Step 4 - Drive + assert
Write the driven run to $WORK and execute it with "$NODE_BIN". It must:
- Load the saved
storageState.
- Record video (
recordVideo on the context).
- Attach
page.on('request', ...) and page.on('response', ...) counters
filtered to the target endpoint. Count requests and collect statuses.
- Navigate to the route. Verify the page did not bounce to the SSO host
before asserting; if it did, the session expired, so recapture (Step 2).
- Fire the trigger with a real Playwright interaction.
- Wait for the network to settle, then assert the counts and statuses against
the agreed assertion.
- Dump validation errors and notifications so a silent block is visible in
the output, not swallowed.
Full driver template with placeholders for route, selectors, endpoint, trigger,
and expected counts: references/driver-script.md.
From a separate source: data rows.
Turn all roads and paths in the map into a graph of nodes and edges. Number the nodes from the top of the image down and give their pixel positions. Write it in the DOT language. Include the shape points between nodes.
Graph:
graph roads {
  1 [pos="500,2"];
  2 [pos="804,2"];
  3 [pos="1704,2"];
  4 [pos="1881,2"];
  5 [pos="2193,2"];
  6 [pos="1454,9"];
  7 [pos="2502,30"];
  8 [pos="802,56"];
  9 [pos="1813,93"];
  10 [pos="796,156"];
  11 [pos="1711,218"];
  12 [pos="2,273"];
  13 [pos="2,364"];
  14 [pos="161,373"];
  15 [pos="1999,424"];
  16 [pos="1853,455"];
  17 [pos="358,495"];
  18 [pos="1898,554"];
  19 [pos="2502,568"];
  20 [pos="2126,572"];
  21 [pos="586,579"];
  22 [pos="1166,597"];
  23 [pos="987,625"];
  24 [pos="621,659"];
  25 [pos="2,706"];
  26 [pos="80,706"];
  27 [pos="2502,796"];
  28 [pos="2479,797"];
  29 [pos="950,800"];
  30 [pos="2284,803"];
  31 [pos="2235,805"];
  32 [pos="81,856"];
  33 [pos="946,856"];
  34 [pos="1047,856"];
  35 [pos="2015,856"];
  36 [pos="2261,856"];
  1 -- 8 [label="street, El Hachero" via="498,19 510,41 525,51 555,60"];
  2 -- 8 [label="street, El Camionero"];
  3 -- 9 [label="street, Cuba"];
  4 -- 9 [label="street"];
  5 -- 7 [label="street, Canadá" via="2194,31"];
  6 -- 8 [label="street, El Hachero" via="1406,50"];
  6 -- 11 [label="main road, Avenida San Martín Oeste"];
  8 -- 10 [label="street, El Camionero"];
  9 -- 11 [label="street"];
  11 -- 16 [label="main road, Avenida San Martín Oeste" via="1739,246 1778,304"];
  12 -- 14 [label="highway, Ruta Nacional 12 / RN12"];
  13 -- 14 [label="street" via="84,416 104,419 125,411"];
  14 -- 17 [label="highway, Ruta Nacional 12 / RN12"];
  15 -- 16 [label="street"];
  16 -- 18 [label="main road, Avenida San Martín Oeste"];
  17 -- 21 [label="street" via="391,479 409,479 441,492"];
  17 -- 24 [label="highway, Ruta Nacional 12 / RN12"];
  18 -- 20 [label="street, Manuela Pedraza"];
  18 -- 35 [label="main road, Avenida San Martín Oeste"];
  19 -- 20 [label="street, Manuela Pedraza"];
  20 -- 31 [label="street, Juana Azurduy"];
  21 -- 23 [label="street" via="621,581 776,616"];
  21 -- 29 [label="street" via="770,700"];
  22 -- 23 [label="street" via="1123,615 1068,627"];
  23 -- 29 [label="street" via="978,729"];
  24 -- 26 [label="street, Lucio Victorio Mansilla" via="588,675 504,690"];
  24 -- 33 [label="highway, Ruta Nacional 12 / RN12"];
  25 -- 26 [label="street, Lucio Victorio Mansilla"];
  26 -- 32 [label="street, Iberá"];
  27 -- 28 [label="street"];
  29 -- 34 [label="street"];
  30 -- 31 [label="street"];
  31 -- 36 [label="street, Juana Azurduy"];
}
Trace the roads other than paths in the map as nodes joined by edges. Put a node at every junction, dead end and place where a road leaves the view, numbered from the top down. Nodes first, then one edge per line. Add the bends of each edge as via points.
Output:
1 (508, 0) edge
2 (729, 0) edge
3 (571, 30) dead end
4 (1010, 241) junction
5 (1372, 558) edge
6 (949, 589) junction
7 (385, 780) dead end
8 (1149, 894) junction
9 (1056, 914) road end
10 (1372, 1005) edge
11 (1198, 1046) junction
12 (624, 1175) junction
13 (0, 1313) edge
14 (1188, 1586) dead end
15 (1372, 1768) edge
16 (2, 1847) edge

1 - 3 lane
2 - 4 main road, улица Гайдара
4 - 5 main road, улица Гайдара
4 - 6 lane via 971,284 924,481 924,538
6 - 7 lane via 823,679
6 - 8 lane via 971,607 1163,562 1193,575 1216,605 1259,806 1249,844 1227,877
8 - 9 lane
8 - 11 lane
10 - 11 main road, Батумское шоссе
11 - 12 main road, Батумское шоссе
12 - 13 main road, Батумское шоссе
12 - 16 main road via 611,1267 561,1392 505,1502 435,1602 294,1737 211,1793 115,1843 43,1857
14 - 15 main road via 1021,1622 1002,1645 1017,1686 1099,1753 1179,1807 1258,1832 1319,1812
Critical gotchas (bake these in)
- Programmatic clicks do not fire React handlers.
el.click() inside
page.evaluate is an untrusted event and fires 0 requests on a React
control. Use real Playwright clicks (locator.click() /
locator.dblclick()) for trusted events.
- Reproducing a fast double-submit: a real
locator.dblclick() fires two
trusted clicks. If the fix disables the button in-flight, the second click is
a no-op, so the assertion is exactly 1 request. That single count is the
proof the fix holds.
- Session bounce. Always check you are still on the stage host (not
redirected to SSO) before asserting. A bounce means expiry, not a passing
test.
- Node version. Use the resolved
$NODE_BIN, not bare node.
Step 5 - Evidence
Collect everything into $WORK as one folder:
Step 6 - Report
Draft a verification comment and post it to the ticket via the Atlassian MCP
(jira-assistant skill or the MCP tools directly). Structure the comment as:
- Build / PRs verified: which fix, which stage build.
- Scenario: the repro steps exercised.
- Result: the assertion outcome (for example "double-submit fired 2 trusted
clicks; observed exactly 1 POST to
<endpoint>, no 5xx; single entry
created; button disabled in-flight").
- Evidence: name the mp4 and artifacts.
Show the draft to the owner before posting.
Atlassian MCP cannot upload binaries. Post the text comment via MCP, then
tell the owner to attach evidence.mp4 to the ticket manually. State this
explicitly so the evidence is not assumed uploaded.
Clean up: delete created target data (Step 1), and remove storageState.json
and any token-bearing files from /tmp.
Concrete example
The owner's memory note reference_stage_phenomenon_create_flow holds a fully
mapped flow (route, selectors, endpoint) from the P40-60592 phenomenon-create
run: a fast double-submit where the fix disables the create button in-flight.
The assertion there was exactly 1 POST to the create endpoint, no 5xx, and a
single phenomenon entry. Read it as a worked example of Steps 3 and 4.